Stored items
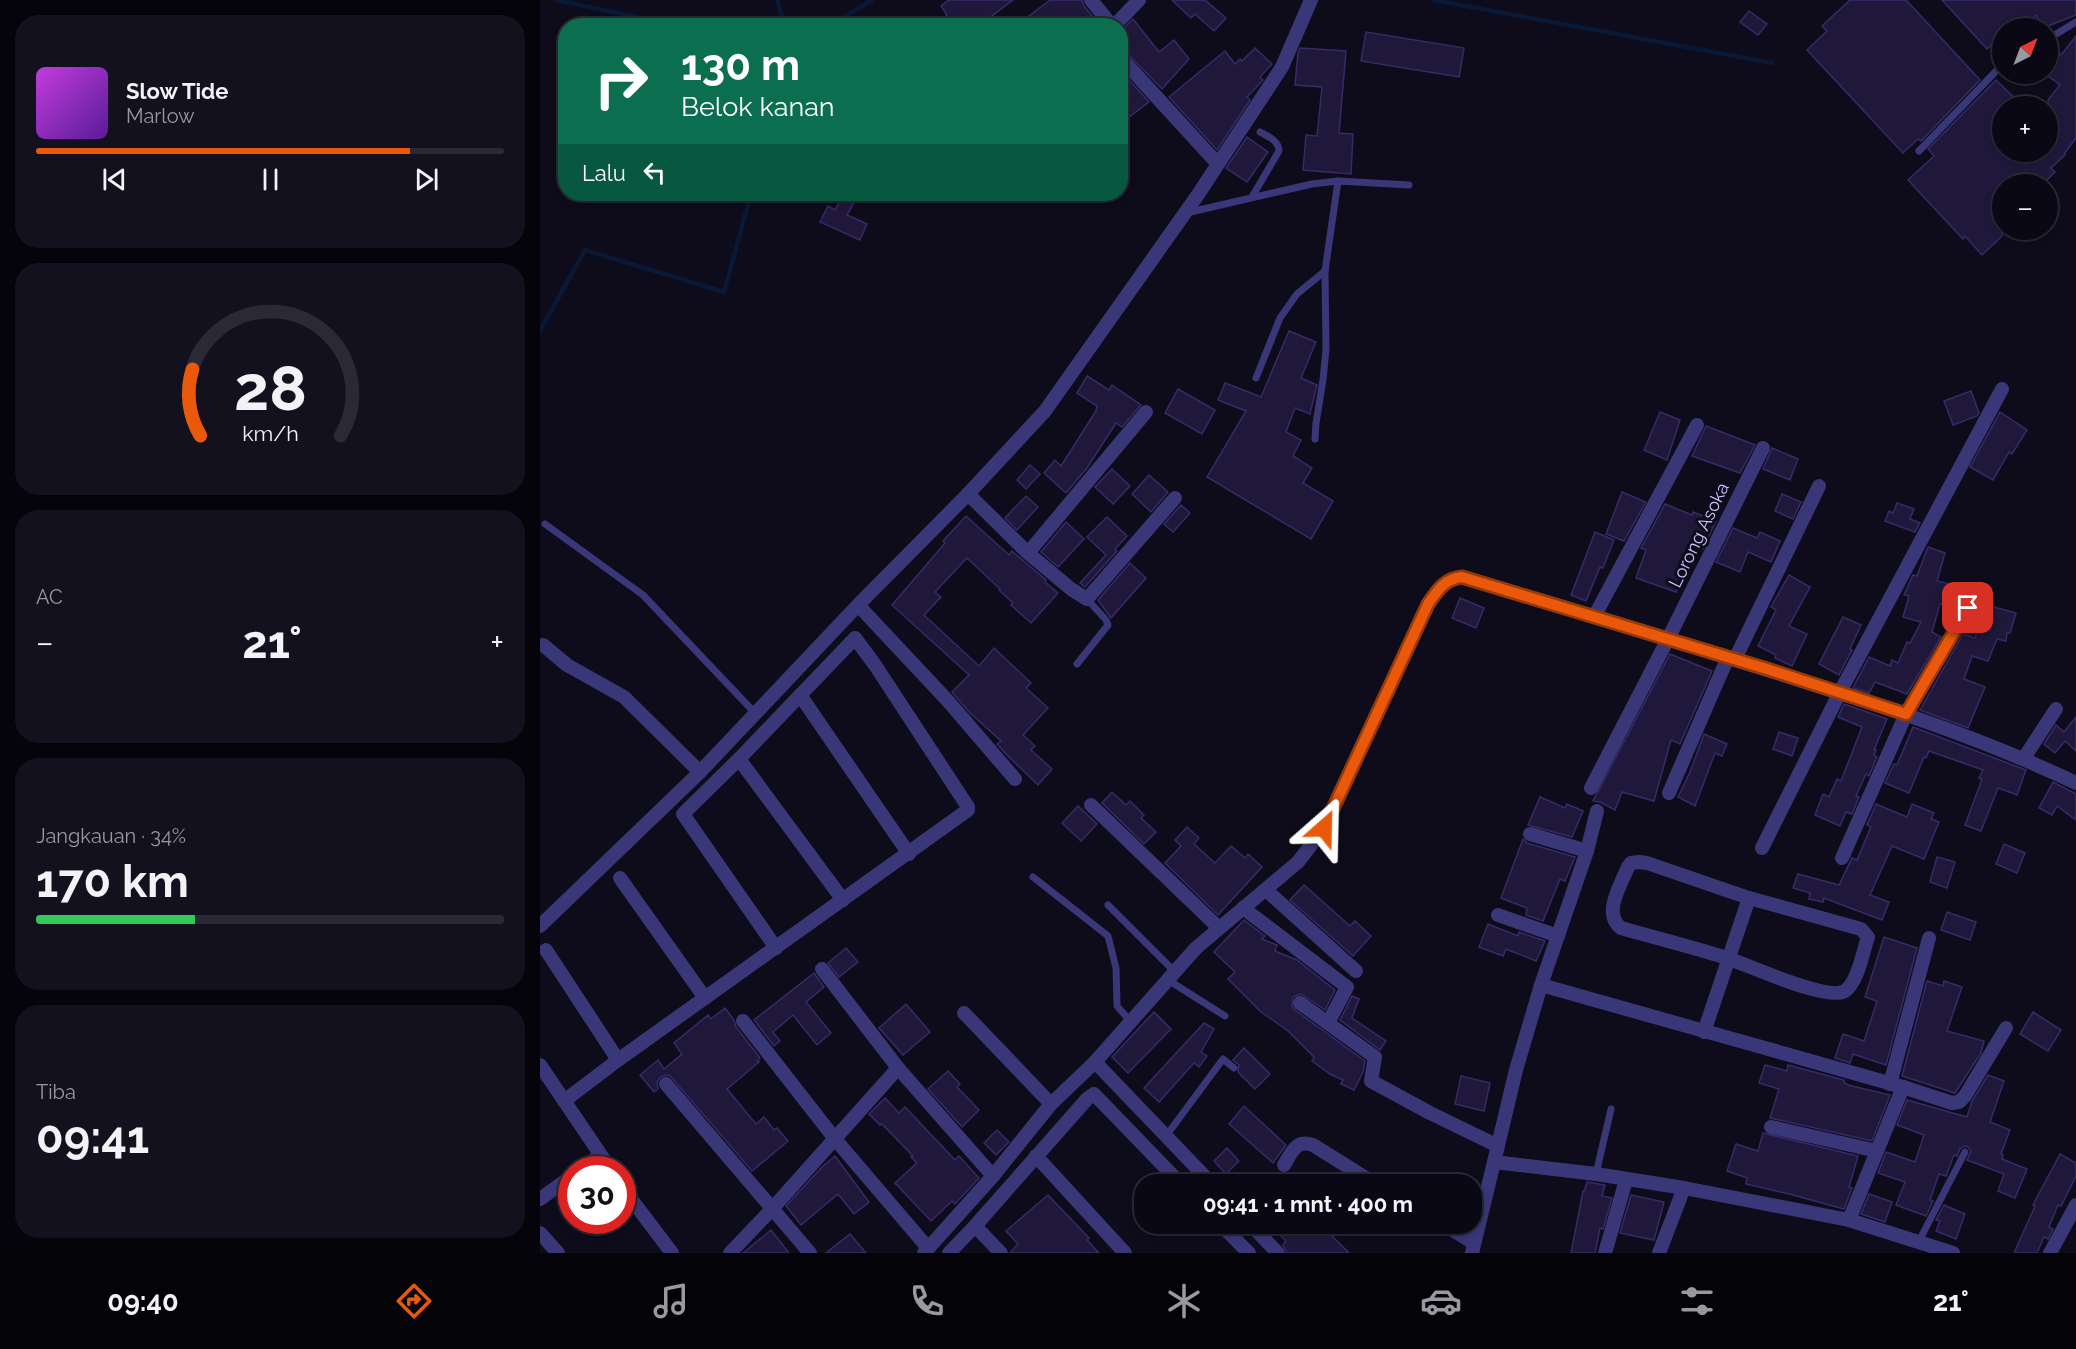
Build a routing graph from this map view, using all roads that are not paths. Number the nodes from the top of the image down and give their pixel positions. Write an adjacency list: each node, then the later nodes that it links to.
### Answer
1 (1091, 0): 4 (street)
2 (1139, 0): 5 (street)
3 (1311, 0): 12 (street)
4 (1106, 18)
5 (1121, 18)
6 (2076, 22): 7 (lane)
7 (2058, 33)
8 (1128, 72): 12 (street)
9 (1992, 75): 11 (lane)
10 (1260, 132): 15 (lane)
11 (1919, 151)
12 (1218, 163): 16 (street)
13 (1338, 181): 14 (lane); 15 (lane); 17 (lane)
14 (1409, 185)
15 (1252, 197): 16 (lane)
16 (1184, 214): 25 (street)
17 (1325, 271): 18 (lane); 22 (lane)
18 (1256, 378)
19 (2002, 389): 37 (street)
20 (1146, 412): 28 (street)
21 (1697, 425): 32 (street)
22 (1315, 440)
23 (1763, 448): 33 (street, Lorong Asoka)
24 (1819, 486): 35 (street)
25 (968, 494): 28 (street); 30 (street)
26 (1175, 498): 29 (street)
27 (545, 524): 40 (lane)
28 (1028, 553): 29 (street)
29 (1087, 599): 36 (lane)
30 (858, 604): 40 (street); 45 (street)
31 (1968, 608): 41 (street)
32 (1594, 617): 33 (street); 58 (street)
33 (1668, 639): 35 (street); 47 (street, Lorong Asoka)
34 (543, 645): 44 (street)
35 (1732, 658): 37 (street); 48 (street)
36 (1077, 664)
37 (1840, 692): 41 (street); 52 (street)
38 (800, 695): 43 (street); 54 (street); 54 (street)
39 (2056, 709): 42 (street)
40 (755, 712): 44 (street)
41 (1906, 714): 42 (street); 55 (street)
42 (2024, 758): 46 (street)
43 (739, 759): 60 (street); 68 (street)
44 (700, 772): 64 (street)
45 (1015, 779)
46 (2076, 783)
47 (1591, 788)
48 (1669, 793)
49 (1091, 805): 65 (street)
50 (1597, 811): 53 (street)
51 (1530, 834): 53 (street)
52 (1762, 848)
53 (1587, 851): 66 (street)
54 (909, 854): 60 (street)
55 (1842, 858)
56 (1033, 877): 80 (lane)
57 (620, 878): 75 (street)
58 (1266, 890): 62 (street); 72 (street)
59 (1749, 898): 70 (street); 70 (street); 70 (street)
60 (843, 900): 68 (street)
61 (1108, 905): 73 (lane)
62 (1244, 908): 65 (street); 81 (street)
63 (1498, 915): 66 (street)
64 (540, 926)
65 (1219, 928): 73 (street)
66 (1558, 936): 74 (street)
67 (1929, 938): 90 (street)
68 (776, 948): 75 (street)
69 (546, 950): 84 (street)
70 (1728, 958): 83 (street)
71 (822, 969): 86 (street)
72 (1356, 971)
73 (1172, 976): 78 (lane); 80 (street)
74 (1541, 985): 83 (street); 97 (street)
75 (705, 998): 84 (street)
76 (1300, 1003): 81 (street)
77 (964, 1013): 92 (street)
78 (1225, 1016)
79 (743, 1021): 96 (street)
80 (1131, 1022): 85 (street)
81 (1328, 1023): 97 (street)
82 (2006, 1028): 90 (street)
83 (1704, 1032): 90 (street)
84 (618, 1060): 91 (street)
85 (1095, 1062): 92 (street); 95 (street)
86 (898, 1068): 96 (street); 108 (street)
87 (1234, 1068): 95 (lane)
88 (541, 1070): 91 (street)
89 (666, 1084): 115 (street)
90 (1896, 1086): 98 (street)
91 (564, 1101): 100 (street)
92 (1051, 1104): 108 (street)
93 (1611, 1109): 107 (lane)
94 (1771, 1127): 98 (street)
95 (1166, 1136): 105 (street)
96 (835, 1140): 115 (street); 124 (street)
97 (1498, 1146): 102 (street)
98 (1877, 1151): 116 (street)
99 (1965, 1152): 123 (lane)
100 (600, 1155)
101 (1036, 1156): 104 (street); 117 (street); 131 (street)
102 (1494, 1162): 107 (street); 122 (street)
103 (1284, 1166): 106 (street)
104 (1171, 1174)
105 (1202, 1174)
106 (1359, 1174)
107 (1596, 1174): 109 (street)
108 (993, 1176): 124 (street)
109 (1626, 1180): 111 (street); 134 (street)
110 (558, 1186): 112 (street)
111 (1684, 1188): 116 (street); 135 (street)
112 (540, 1199)
113 (636, 1205): 126 (street)
114 (2076, 1205): 137 (street)
115 (772, 1209): 127 (street); 128 (street)
116 (1849, 1220): 123 (street)
117 (975, 1226): 129 (street); 130 (street)
118 (540, 1233): 125 (street)
119 (1230, 1234): 132 (street)
120 (1260, 1234): 133 (street)
121 (1456, 1234): 122 (street)
122 (1473, 1248)
123 (1916, 1248): 136 (street)
124 (926, 1250)
125 (558, 1253)
126 (672, 1253)
127 (730, 1253)
128 (810, 1253)
129 (950, 1253)
130 (1001, 1253)
131 (1125, 1253)
132 (1249, 1253)
133 (1278, 1253)
134 (1605, 1253)
135 (1659, 1253)
136 (1953, 1253)
137 (2050, 1253)

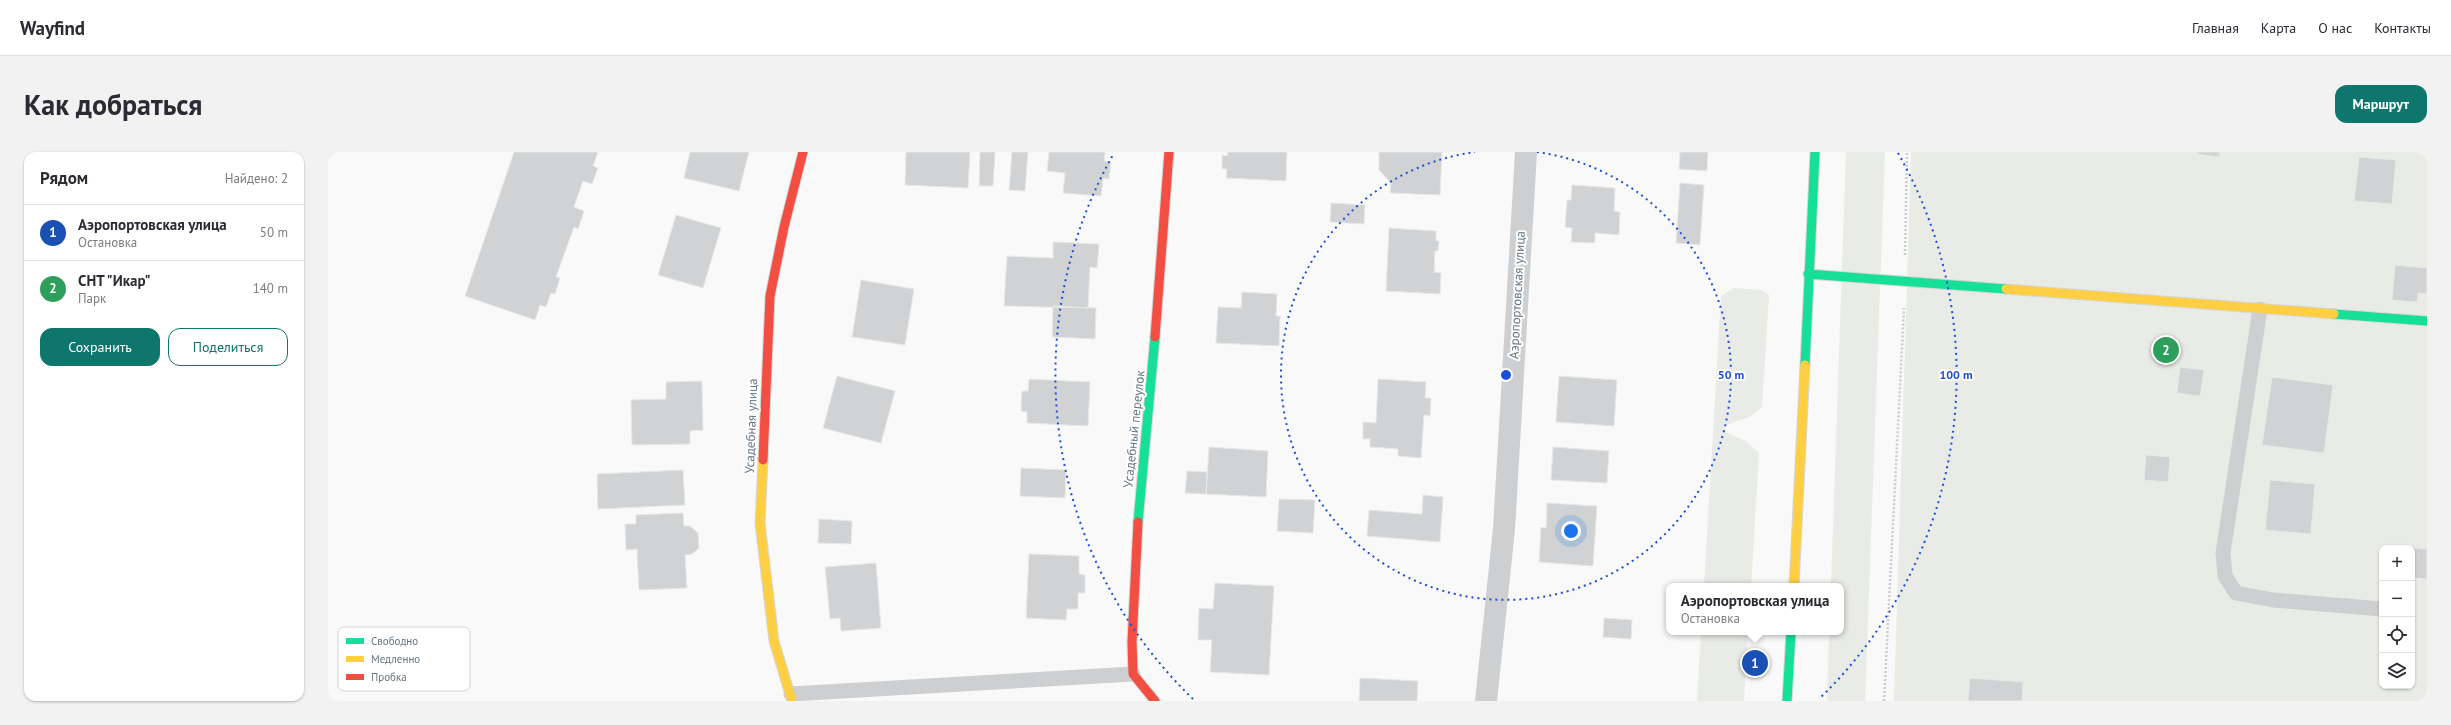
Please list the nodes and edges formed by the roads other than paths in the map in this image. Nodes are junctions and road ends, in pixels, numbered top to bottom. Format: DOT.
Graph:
graph roads {
  1 [pos="803,152"];
  2 [pos="1169,152"];
  3 [pos="1526,152"];
  4 [pos="1815,152"];
  5 [pos="1808,274"];
  6 [pos="2260,309"];
  7 [pos="2427,321"];
  8 [pos="1794,583"];
  9 [pos="2379,609"];
  10 [pos="1791,635"];
  11 [pos="1133,674"];
  12 [pos="792,698"];
  13 [pos="1155,701"];
  14 [pos="1486,701"];
  15 [pos="1787,701"];
  1 -- 12 [label="street, Усадебная улица"];
  2 -- 11 [label="street, Усадебный переулок"];
  3 -- 14 [label="street, Аэропортовская улица"];
  4 -- 5 [label="street"];
  5 -- 6 [label="street"];
  5 -- 8 [label="street"];
  6 -- 7 [label="street"];
  6 -- 9 [label="lane"];
  10 -- 15 [label="street"];
  11 -- 12 [label="lane"];
  11 -- 13 [label="street"];
}
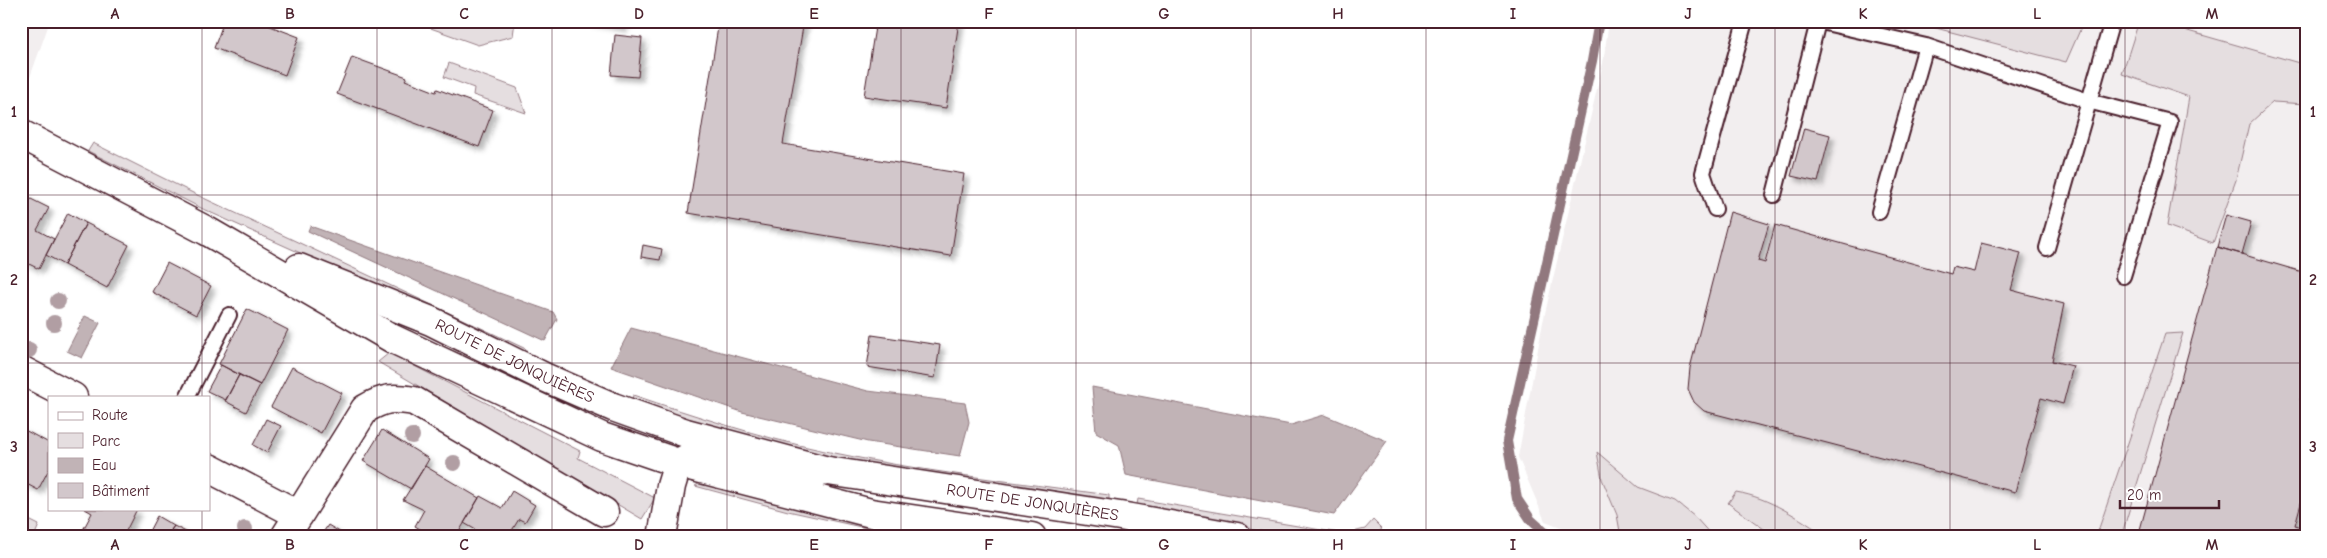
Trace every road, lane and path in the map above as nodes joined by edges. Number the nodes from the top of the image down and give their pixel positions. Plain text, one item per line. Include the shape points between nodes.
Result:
1 (1745, 21) edge
2 (2112, 21) edge
3 (1818, 22) edge
4 (1926, 46) junction
5 (2088, 101) junction
6 (21, 134) edge
7 (1774, 195) dead end
8 (1715, 209) dead end
9 (1879, 212) dead end
10 (207, 231) junction
11 (2047, 248) dead end
12 (2123, 276) dead end
13 (230, 315) dead end
14 (21, 370) edge
15 (544, 377) junction
16 (71, 396) edge
17 (188, 396) edge
18 (643, 418) junction
19 (569, 421) junction
20 (678, 463) junction
21 (210, 469) edge
22 (828, 470) junction
23 (604, 512) dead end
24 (292, 526) edge
25 (662, 537) edge
26 (1032, 537) edge
27 (1237, 537) edge

1 - 8 lane via 1703,173
2 - 5 lane
3 - 4 lane
3 - 7 lane
4 - 5 lane
4 - 9 lane
5 - 11 lane
5 - 12 lane via 2170,122
6 - 10 main road, ROUTE DE JONQUIÈRES
10 - 15 main road, ROUTE DE JONQUIÈRES via 431,321
10 - 19 main road, ROUTE DE JONQUIÈRES via 393,339
13 - 17 lane
14 - 16 main road
15 - 18 main road, ROUTE DE JONQUIÈRES
15 - 19 main road via 543,392 558,402
18 - 20 main road via 646,431 656,442 671,446
18 - 22 main road, ROUTE DE JONQUIÈRES via 686,434
19 - 20 main road, ROUTE DE JONQUIÈRES via 602,437
20 - 22 main road, ROUTE DE JONQUIÈRES via 691,456 706,456 785,478
20 - 25 main road
20 - 26 main road, ROUTE DE JONQUIÈRES via 871,513
21 - 24 main road
22 - 27 main road, ROUTE DE JONQUIÈRES
23 - 24 main road via 414,401 398,398 382,400 365,410

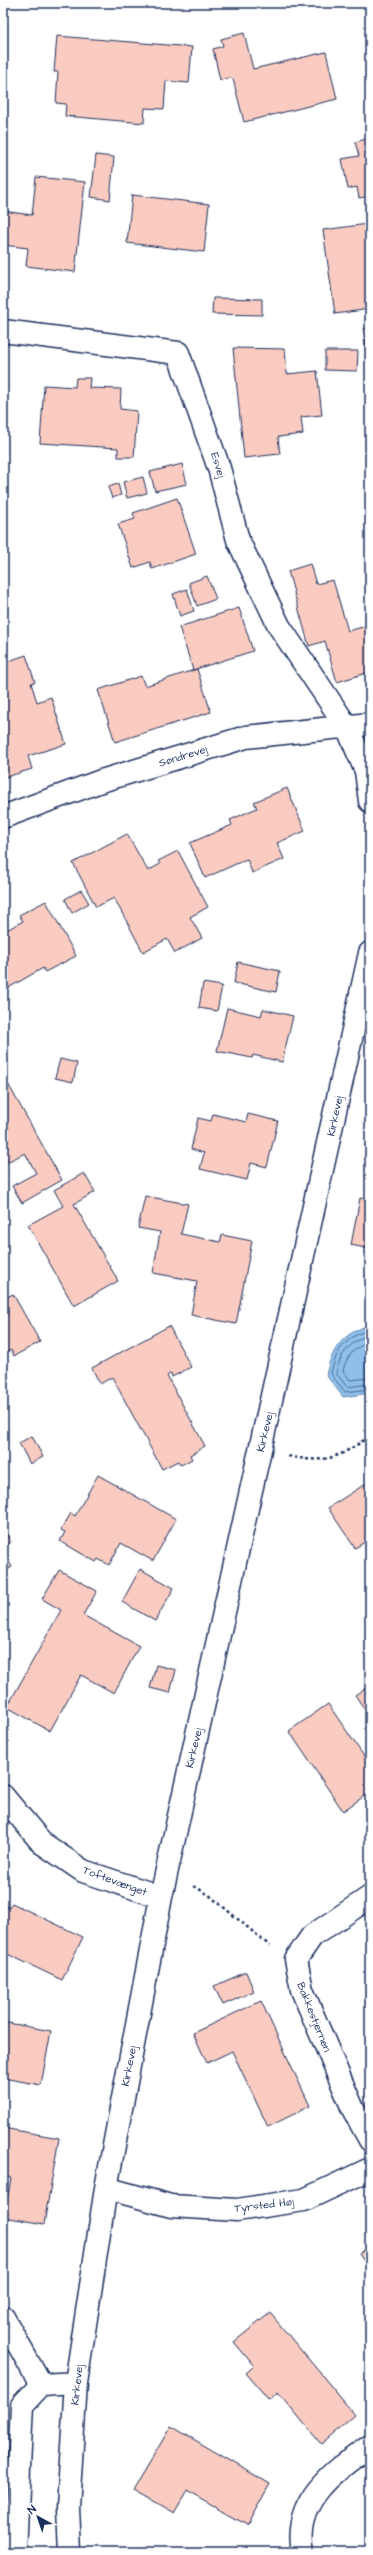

• [Exercise aim] Wherever the string "this" occurs in the data, copy the line that holds it.

• [Output of the exercise]
Build a routing graph from this map view, using all roads that are not paths. Number the nodes from the top of the image down and give their pixel positions. Write an adjacency list: each node, then the later nodes that it links to.
Please list the nodes and edges formed by the roads other than paths in the map in this image. Nodes are junctions and road ends, in pixels, numbered top to bottom. Format: DOT.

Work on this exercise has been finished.